What is the mechanism used to detect that an agent has disconnected from the Enterprise Manager?

Document ID : KB000077335
Last Modified Date : 12/04/2018
Show Technical Document Details
Question:
What is the mechanism that Introscope uses to detect if an agent has disconnected?
Answer:
There are primarily two kinds of connections between agent and EM - Isengard socket communication and HTTP tunneling of Isengard.
In both cases, the agent initiates the connection, so, an agent registers with the EM.

In the case of Isengard, because the connection is persistent, the EM detects the disconnection in two ways:
1. If the EM tries to write some data and it fails, then the EM marks the agent as gone away. This is immediate, but the agent still appears in the investigator tree as greyed out for 30 minutes in case the agent connects again.
2. If there is no activity from either the agent or the EM side, i.e., read or write(typically, most of the activity is from the agent side sending data and EM returning acknowledgements), the EM identifies that the channel has been idle and tries to ping it. This happens every 120 seconds, but in most cases, a write fails and EM knows pretty quickly of a disruption in a connection.
So, the worst case scenario is 120 seconds, but in our experience, the detection is instantaneous.
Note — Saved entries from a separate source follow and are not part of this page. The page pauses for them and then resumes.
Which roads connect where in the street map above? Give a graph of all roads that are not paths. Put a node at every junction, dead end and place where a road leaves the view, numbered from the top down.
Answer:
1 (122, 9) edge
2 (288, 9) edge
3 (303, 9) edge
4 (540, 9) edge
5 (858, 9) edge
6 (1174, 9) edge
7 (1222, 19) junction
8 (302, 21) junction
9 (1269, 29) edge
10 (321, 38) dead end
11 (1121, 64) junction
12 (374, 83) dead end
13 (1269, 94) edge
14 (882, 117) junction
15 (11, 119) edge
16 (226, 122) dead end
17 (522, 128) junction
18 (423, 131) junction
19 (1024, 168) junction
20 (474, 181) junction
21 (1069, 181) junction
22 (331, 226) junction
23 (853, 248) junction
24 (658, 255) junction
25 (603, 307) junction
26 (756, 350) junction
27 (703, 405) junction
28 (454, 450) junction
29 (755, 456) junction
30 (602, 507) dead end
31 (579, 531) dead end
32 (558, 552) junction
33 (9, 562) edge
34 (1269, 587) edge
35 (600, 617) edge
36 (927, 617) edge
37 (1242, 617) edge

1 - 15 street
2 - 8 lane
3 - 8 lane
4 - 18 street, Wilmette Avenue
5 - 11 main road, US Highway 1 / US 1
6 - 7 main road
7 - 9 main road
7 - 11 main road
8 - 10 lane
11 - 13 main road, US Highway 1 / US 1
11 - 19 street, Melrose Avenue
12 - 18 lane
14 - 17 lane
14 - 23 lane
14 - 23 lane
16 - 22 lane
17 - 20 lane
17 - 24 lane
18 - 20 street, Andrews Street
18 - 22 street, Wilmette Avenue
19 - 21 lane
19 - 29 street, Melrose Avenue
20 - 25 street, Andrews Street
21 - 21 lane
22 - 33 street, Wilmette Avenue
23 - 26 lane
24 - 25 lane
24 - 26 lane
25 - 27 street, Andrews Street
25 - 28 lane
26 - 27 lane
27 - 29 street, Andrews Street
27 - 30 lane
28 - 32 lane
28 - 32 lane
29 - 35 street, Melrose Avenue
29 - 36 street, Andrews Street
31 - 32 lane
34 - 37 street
In case of HTTP tunneling, because the EM waits for a HTTP request with payload from the agent and relies on the response payload to send any data back, we rely on the inactive HTTP session timeouts, which is 60 seconds(It was 300 seconds for versions before 9.x). So, if the agent fails to send requests, the EM finds out within 60 seconds.
Additional Information:
In the case where the agent doesn't disconnect when you believe it should, it is likely that the connection is still there, but the agent cannot collect data, due to a server hang, for example - the agent connection thread can still be fine.
That is also why the connection state will not change until the agent is restarted, thus ending the hiatus.
While relying on the agent connection state is a good idea, we would suggest to add alerts based on other metrics like responses per interval or CPU utilization, choosing metrics that are normally very active in the application.